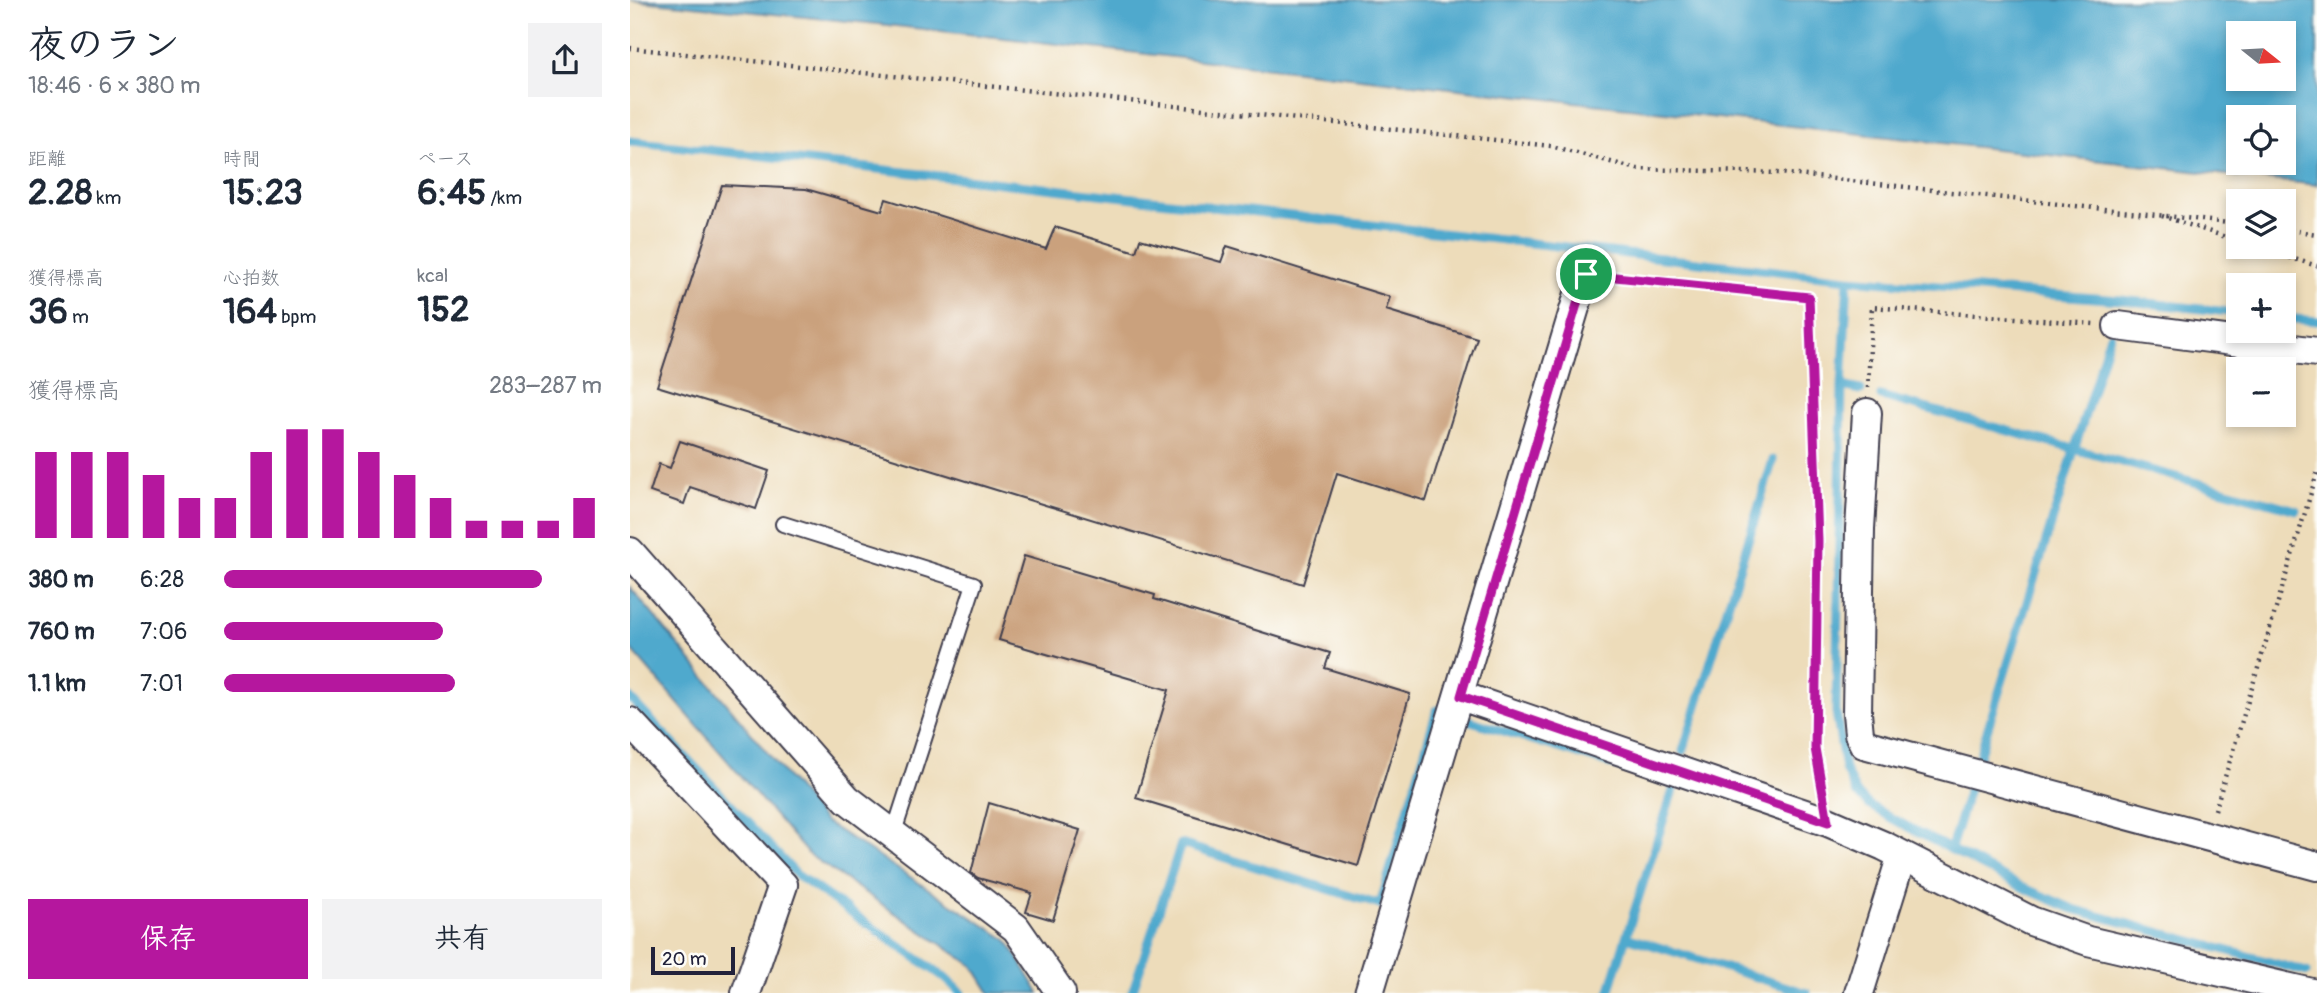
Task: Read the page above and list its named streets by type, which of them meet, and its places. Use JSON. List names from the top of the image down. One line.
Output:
{"scale_bar":"20 m","north":"right","page":{"heading":["夜のラン","18:46 · 6 × 380 m"],"map_buttons":["+","−"],"stats":[["距離","2.28 km"],["時間","15:23"],["ペース","6:45 /km"],["獲得標高","36 m"],["心拍数","164 bpm"],["kcal","152"]],"chart":["獲得標高","283–287 m"],"list":[{"name":"380 m","note":"6:28"},{"name":"760 m","note":"7:06"},{"name":"1.1 km","note":"7:01"}],"buttons":["保存","共有"],"scale":"20 m"}}
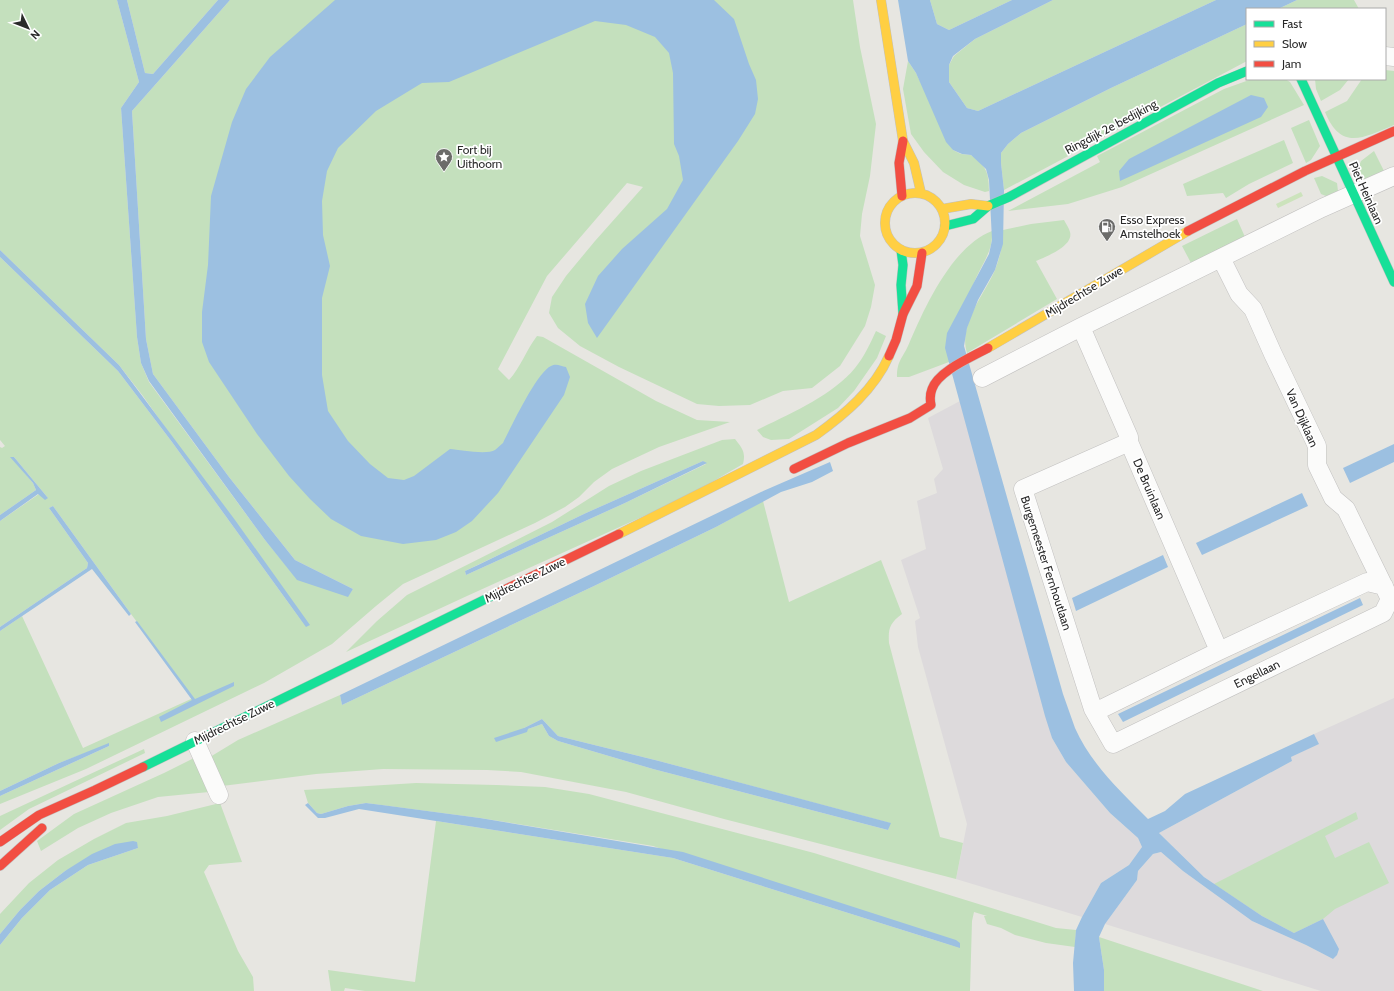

--------------------------------------------------

Copy out all the data without changing anything, and drop the pictures.

§ RESPONSE TO THE EXERCISE:
Task: Read the page above and list its named streets by type, which of them meet, and its places. Use JSON. List names from the top of the image down. One line.
Output:
{"scale_bar":"20 m","north":"right","page":{"heading":["夜のラン","18:46 · 6 × 380 m"],"map_buttons":["+","−"],"stats":[["距離","2.28 km"],["時間","15:23"],["ペース","6:45 /km"],["獲得標高","36 m"],["心拍数","164 bpm"],["kcal","152"]],"chart":["獲得標高","283–287 m"],"list":[{"name":"380 m","note":"6:28"},{"name":"760 m","note":"7:06"},{"name":"1.1 km","note":"7:01"}],"buttons":["保存","共有"],"scale":"20 m"}}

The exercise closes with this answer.